# Anyone having a DE transfer in April?



## Baby2018 (Dec 27, 2017)

Hello.

After many years of ttc we have decided to go for a DE  cycle. We hope to have transfer in April. 
Is there anyone else that is preparing for DE transfer?


----------



## AngelJ (Jan 19, 2016)

Yes, I am. First baby was PICSI on my 2nd round. Born when i was 41. Then 4 failed rounds (2 of which were FET from initial 2 rounds). I am now 43. My AMH levels have plummeted from 17.4 pmol to 6....will be less now. Still not terrible level but the 4 rounds have wiped me out emotionally....I quit my job back in November just finding things all too much and wanting to appreciate what we were lucky enough to have....so a few months on I've decided to go the DE route.... I just can't face the terrible odds of OE again. ...I have concerns about wether this is totally in the interests of my future child....the ethics basically.... How will they feel?...but if I was lucky enough to have a second child by de they would be very loved, my son would have the sibling I want for him and I am reassured by the 10% genetic influence  I would have on the developing baby in the womb.... (I've done a lot of research)......  my sister has two DE children however for her she medically couldn't use OE as had premature ovarian failure..... the reality of my situation is I got married at close to 40 and we only began trying when I was 39....and it took a while to discover he had sperm issues.... so it's purely my older age now causing the issue.
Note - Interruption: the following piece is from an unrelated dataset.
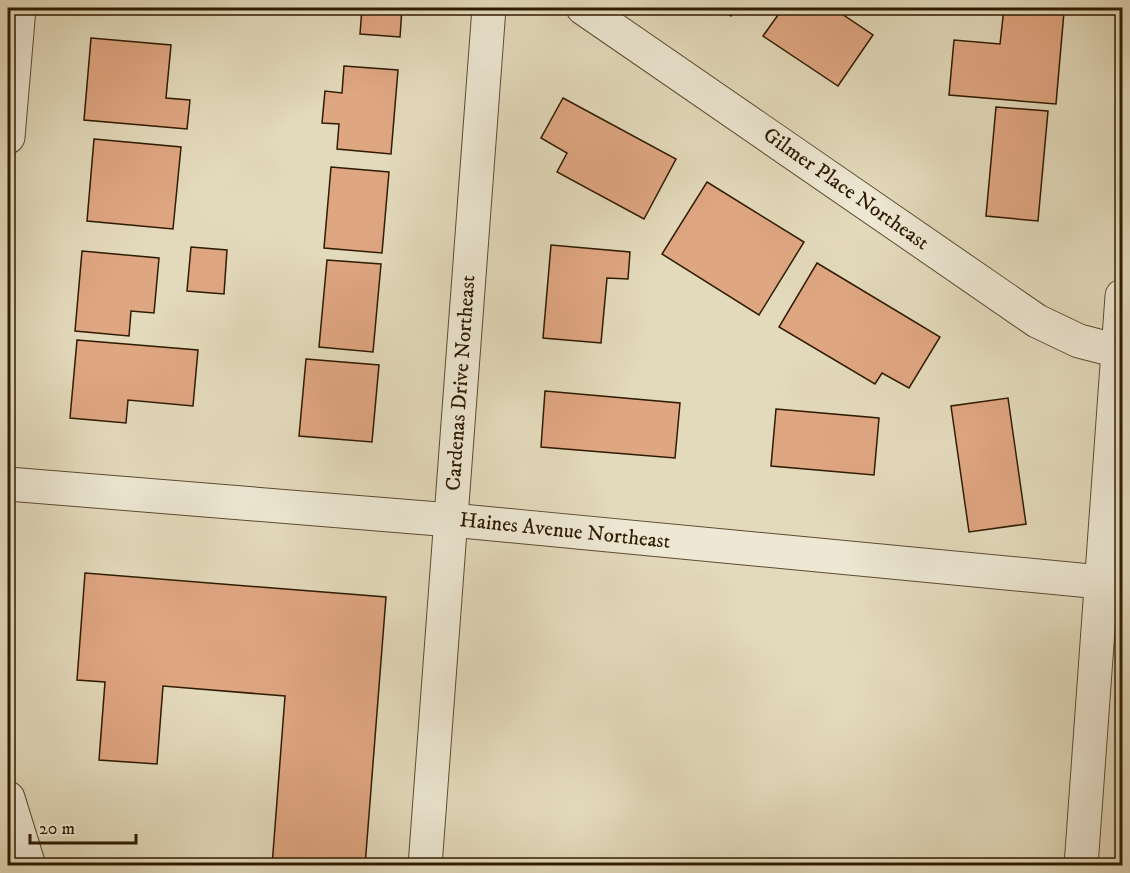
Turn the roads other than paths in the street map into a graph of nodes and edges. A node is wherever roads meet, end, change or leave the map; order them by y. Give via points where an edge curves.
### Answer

The doctors have said I can keeping trying oe until I'm 44 which has made that de decision even harder but I can't keep throwing good money after bad......and my position therefore is now pragmatism. ......  I start the bcp shortly, and the other drugs March then transfer is due mid April. ...


----------



## esj (Apr 9, 2014)

Hi there. I am in the same boat... now 46 and have been ttc for 5 years. After 4 failed OE cycles we decide to give DE a shot at Serum in Athens. Really hoping its successful as I too am drained emotionally and financially.  It took a lot of soul searching and persuading my partner to get to this point.
I took the downreg injection 2 days ago now waiting for period then will start the cycle. Hoping we will transfer in March.
Will definitely keep checking in, always good to share experiences with those going through the same thing.
Take care xxx


----------



## miamiamo (Aug 9, 2015)

I didn't want to read and run, so I just wanted to wish you good luck on your journey x


----------



## Baby2018 (Dec 27, 2017)

Hello all.
How you ladies getting on? My transfer has been delayed so now looking at April transfer. How far along are you all?


----------



## esj (Apr 9, 2014)

HI *Baby2018* *miamiamo*
Thanks for your replies.
I'm transferring tomorrow! We had a good result from the donors cycle so feeling hopeful. Keep us posted with your progress, I'll let you know how i get on too x


----------



## miamiamo (Aug 9, 2015)

esj - amazing news! I keep everything super tight xx


----------



## MoM11 (Nov 18, 2015)

Esj - exciting times! FX! Did you test yet?
I’ve just started my first DE cycle after TTC 7 years, secondary infertility. Transfer scheduled mid April.


----------



## MoM11 (Nov 18, 2015)

Baby and AngelJ, how are you getting on?


----------



## AngelJ (Jan 19, 2016)

I pulled out of cycle after  friends death from eclampsia....her baby died too. So sad xx


----------



## miamiamo (Aug 9, 2015)

AngelJ - oh, no. I am so sorry


----------



## Katie24 (Dec 18, 2018)

Hi ladies , sorry to hear about your friend , 
I’m on my way to standsted airport as we speak, Going to REprofit for my first Ivf cycle !! With DE as I have premitire ovarian failure , I’m 24 husband also 24 our donor is 24 too , I had my lining scan on CD 11 and it was 4.9mm thin but I’ve upped my progynova to 10mg daily (4mg in vagina) so I hope this makes a difference before Tuesday that’s when my next scan is at REprofit , then hopefully transfer on Sunday fingers crossed 
Sending lots of luck to you ladies xxxx


----------



## odashwood (Mar 13, 2019)

Hi there! It's already April and I am interested if there are any updates about your DE transfer?
I am preparing for my 2nd ICSI+DE, in Ukraine, and going to have my FET in early May, I hope. The first cycle was negative but I'm keeping my fingers crossed for this one. 
I hope that everything will be alright with you and your journey! Wish you good luck and my best wishes to you dear! 
xx


----------